I hyperventilated, I silently repeated a mantra, at one point on the boat I said “hell, no,” but that didn’t fly because I had told my husband earlier to not let me sit this one out. And then I got in the water. I started to really panic then because, while pool water is safe, this was ocean water. Not safe, according to my fear based on a reoccurring dream.

That’s when I made an arrangement with myself. I said: Self, you’re going to have this fear, but work with me. Let’s put on the mask and peek our head underwater for a second.

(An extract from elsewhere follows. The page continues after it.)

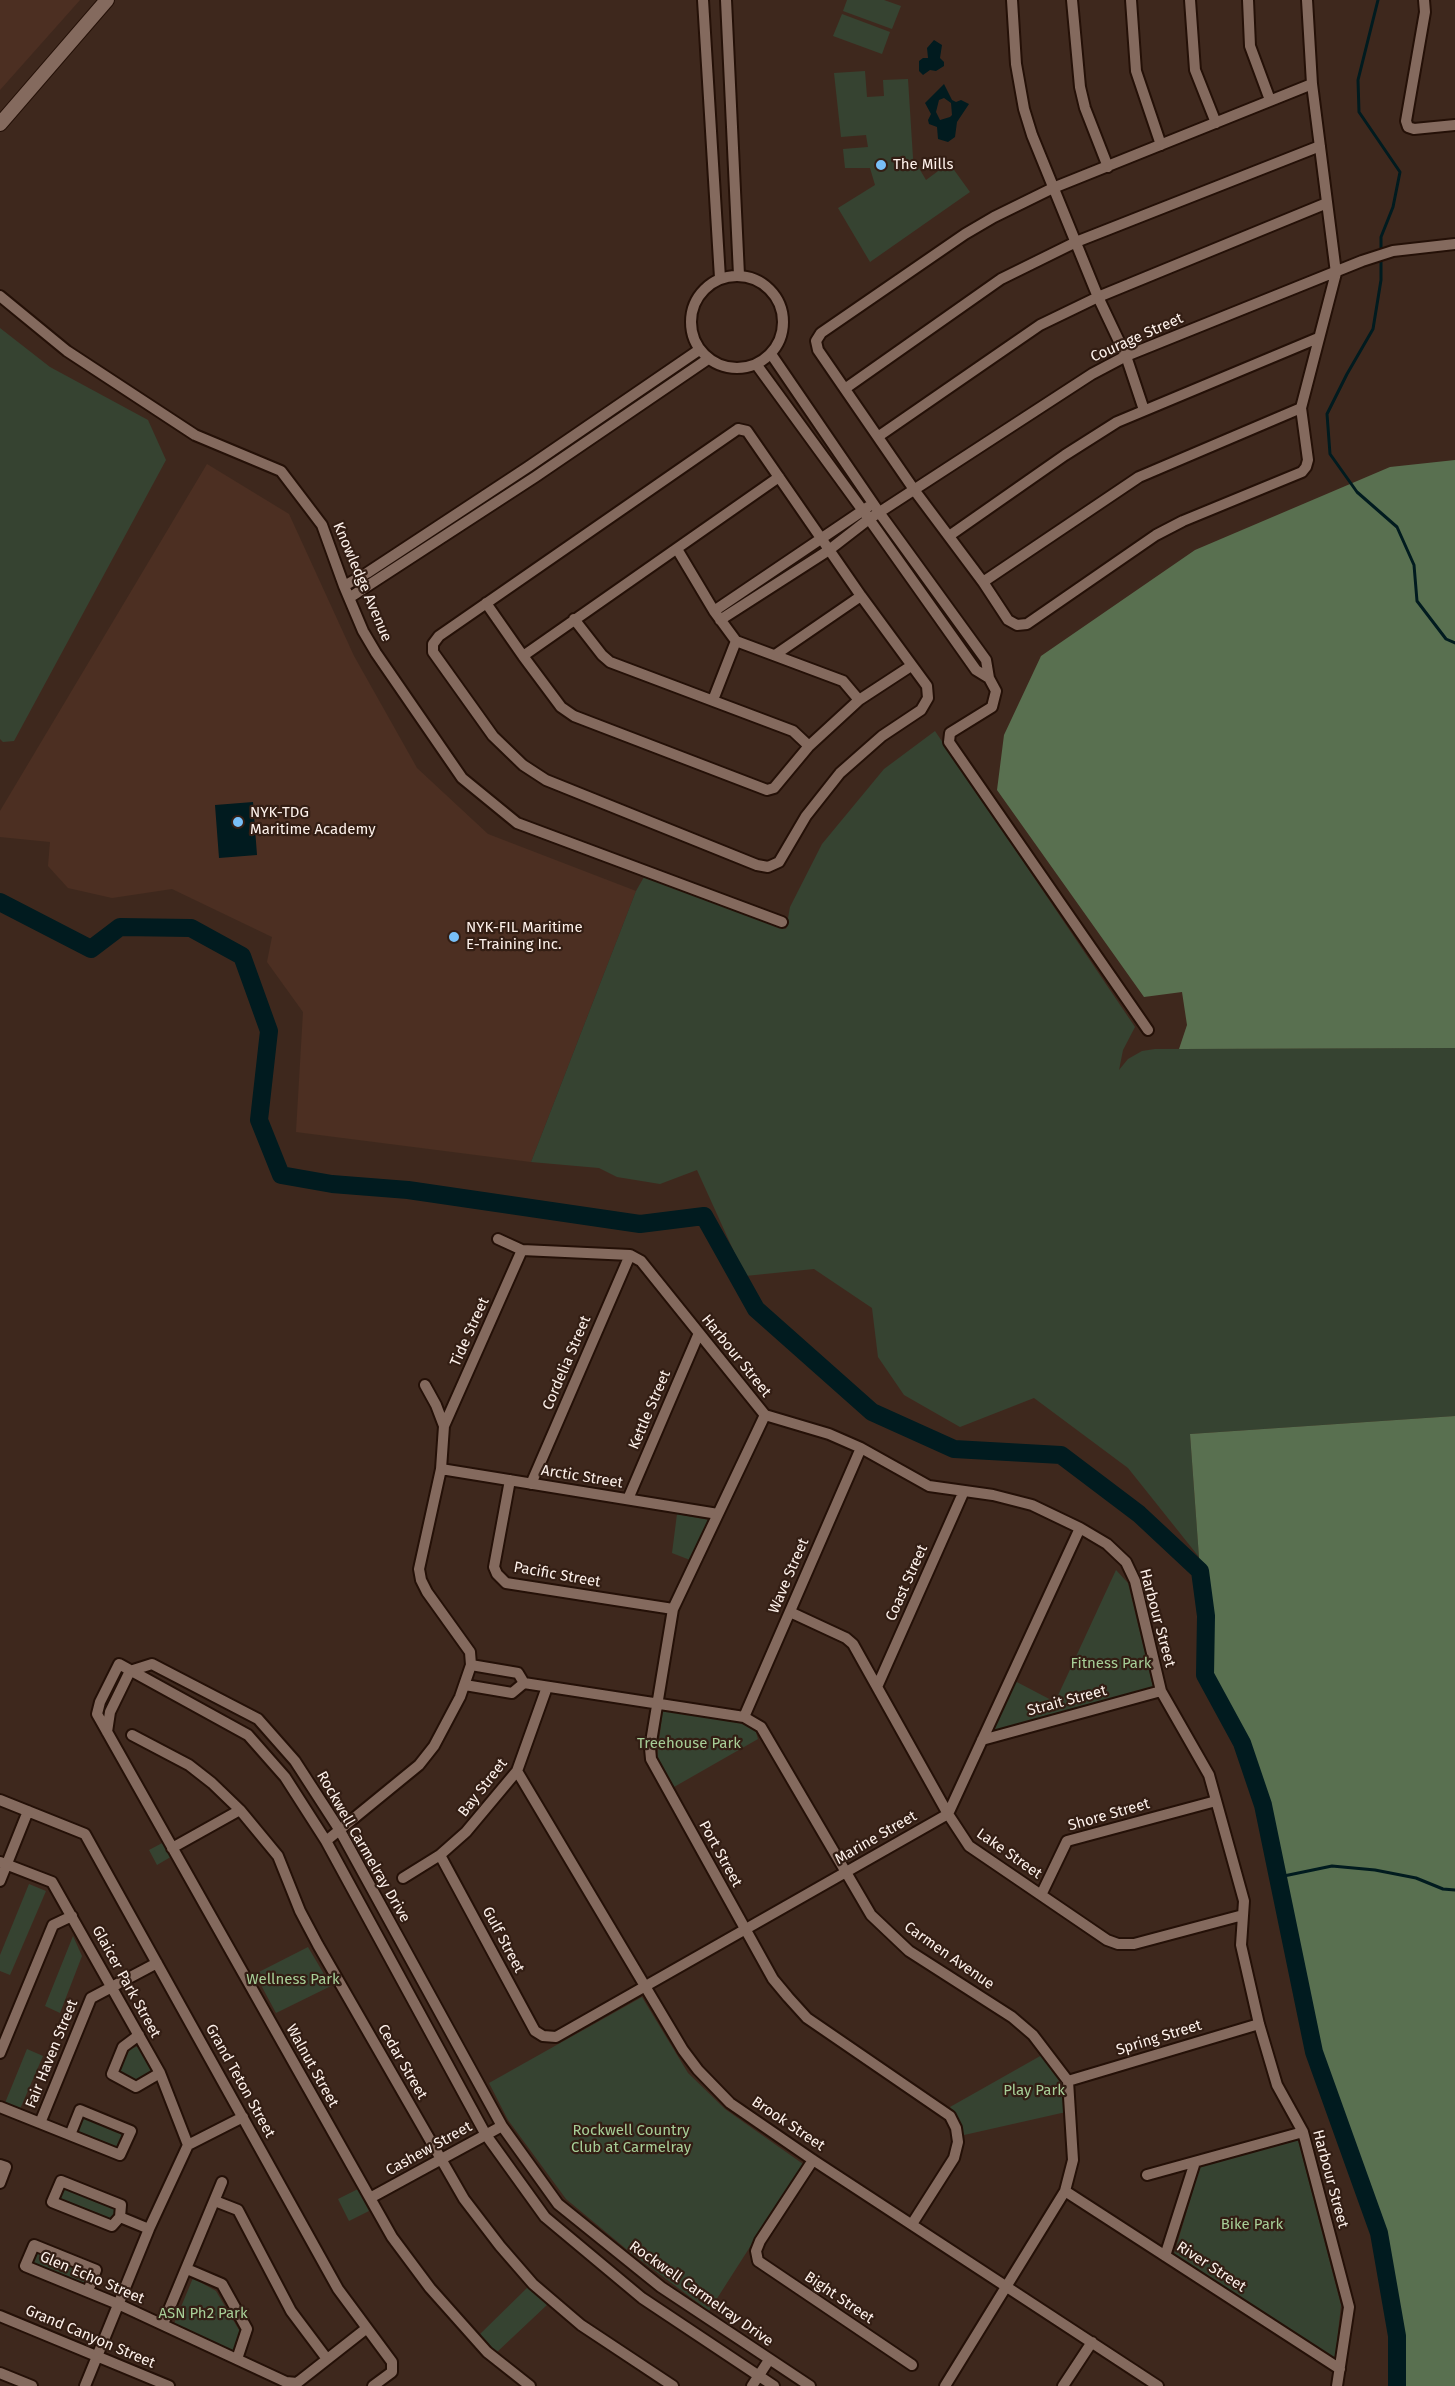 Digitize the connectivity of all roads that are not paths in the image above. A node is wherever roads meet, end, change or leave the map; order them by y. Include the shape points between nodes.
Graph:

I had a death grip on my husband’s hand. We swam against the current and away from a rock that supposedly burned like acid if you touched it (hey, that’s what the guide said). And then nature showed her beauty. A school of rainbow-colored fish swam around me. For an instant my vision blurred not from water, but from the bright colors of a hundred fish!

Fear–whether imagined or learned by experience– is a barrier. Conquering fear might help some people, but I prefer my less-intense approach of accepting fear and living beside it. I don’t want to miss the magic that surprises us in moments of living. Maybe someday I’ll be over my fear of open water, but until that day comes, I plan to live along side of that fear, but still live.

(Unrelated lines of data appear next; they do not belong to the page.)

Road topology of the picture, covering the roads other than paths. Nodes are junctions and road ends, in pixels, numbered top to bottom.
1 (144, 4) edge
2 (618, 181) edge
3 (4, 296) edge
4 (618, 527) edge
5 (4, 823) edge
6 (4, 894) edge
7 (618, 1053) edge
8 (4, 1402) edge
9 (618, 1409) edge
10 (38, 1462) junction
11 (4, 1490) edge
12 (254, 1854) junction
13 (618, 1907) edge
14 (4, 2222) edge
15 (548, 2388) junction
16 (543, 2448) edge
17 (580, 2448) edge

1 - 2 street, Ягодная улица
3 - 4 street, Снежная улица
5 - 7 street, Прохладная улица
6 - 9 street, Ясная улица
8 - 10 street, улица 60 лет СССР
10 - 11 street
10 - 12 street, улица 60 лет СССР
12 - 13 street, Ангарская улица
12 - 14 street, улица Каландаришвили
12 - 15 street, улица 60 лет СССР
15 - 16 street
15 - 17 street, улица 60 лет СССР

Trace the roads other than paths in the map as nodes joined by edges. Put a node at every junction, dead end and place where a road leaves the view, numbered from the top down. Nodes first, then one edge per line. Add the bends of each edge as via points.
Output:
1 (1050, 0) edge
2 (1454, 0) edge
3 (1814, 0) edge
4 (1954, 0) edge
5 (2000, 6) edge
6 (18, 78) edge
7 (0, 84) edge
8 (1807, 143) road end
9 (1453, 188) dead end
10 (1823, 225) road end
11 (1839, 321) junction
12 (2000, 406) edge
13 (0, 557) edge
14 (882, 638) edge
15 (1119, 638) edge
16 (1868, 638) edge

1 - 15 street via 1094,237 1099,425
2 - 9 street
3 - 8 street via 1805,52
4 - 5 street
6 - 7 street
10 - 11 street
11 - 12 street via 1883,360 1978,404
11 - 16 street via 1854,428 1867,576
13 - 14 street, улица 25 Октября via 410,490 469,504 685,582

What Querying Has Taught Me

Rejections and the struggle to not take a standard form letter as a personal attack on your words. Then there’s the elation a personalized rejection brings. Constant stress eating. Welcome to the dreaded query process.

Querying agents is a necessary evil, and one which I loathe. “The Thing That Will Not Be Named,” as it’s known in my house. But the process isn’t all bad. Just mostly. Querying these past two months has taught me a lot.

First, it’s taught me that rejection won’t kill me. I’m still alive. I’m still determined most days. Some days are hard, and that’s when I hug my cats (sometimes too tightly).

I’ve also learned that I have no patience to be patient. But I have to deal with it. I’m relying on others now, so it’s their timeline. Not mine. To cope, I began vomiting a first draft of manuscript #2 and that has helped me whittle away the time. When I don’t want to write, I find something else to occupy the daylight (and sometimes the late night) hours. Yoga (finally, after months with a broken foot I can do some basics!), cooking, and even cleaning help pass the time when I can’t find a cat to hug.

I have a great support system. I have critique partners, a circle of writer friends, a book group, not to mention my non-writing friends who support me with food, alcohol, and a shoulder to cry on. So while I’m being rejected, I’m also networking.

Finally, querying has taught me discipline. Since I’m self-employed, I sometimes need the super power to not get distracted. Did someone say squirrel? Since I know approximately how many queries I need to send per month to hit my rejection goal by the end of the year, I can block out chunks of time per week to do the The Thing That Will Not Be Named. I schedule the rest of my work around the days I query. I treat it like a job I’m on the clock for.

While the process is daunting, slow, and mostly filled with rejection, I know my agent is out there. Likewise, I know that if I can survive this process, I can survive a lot.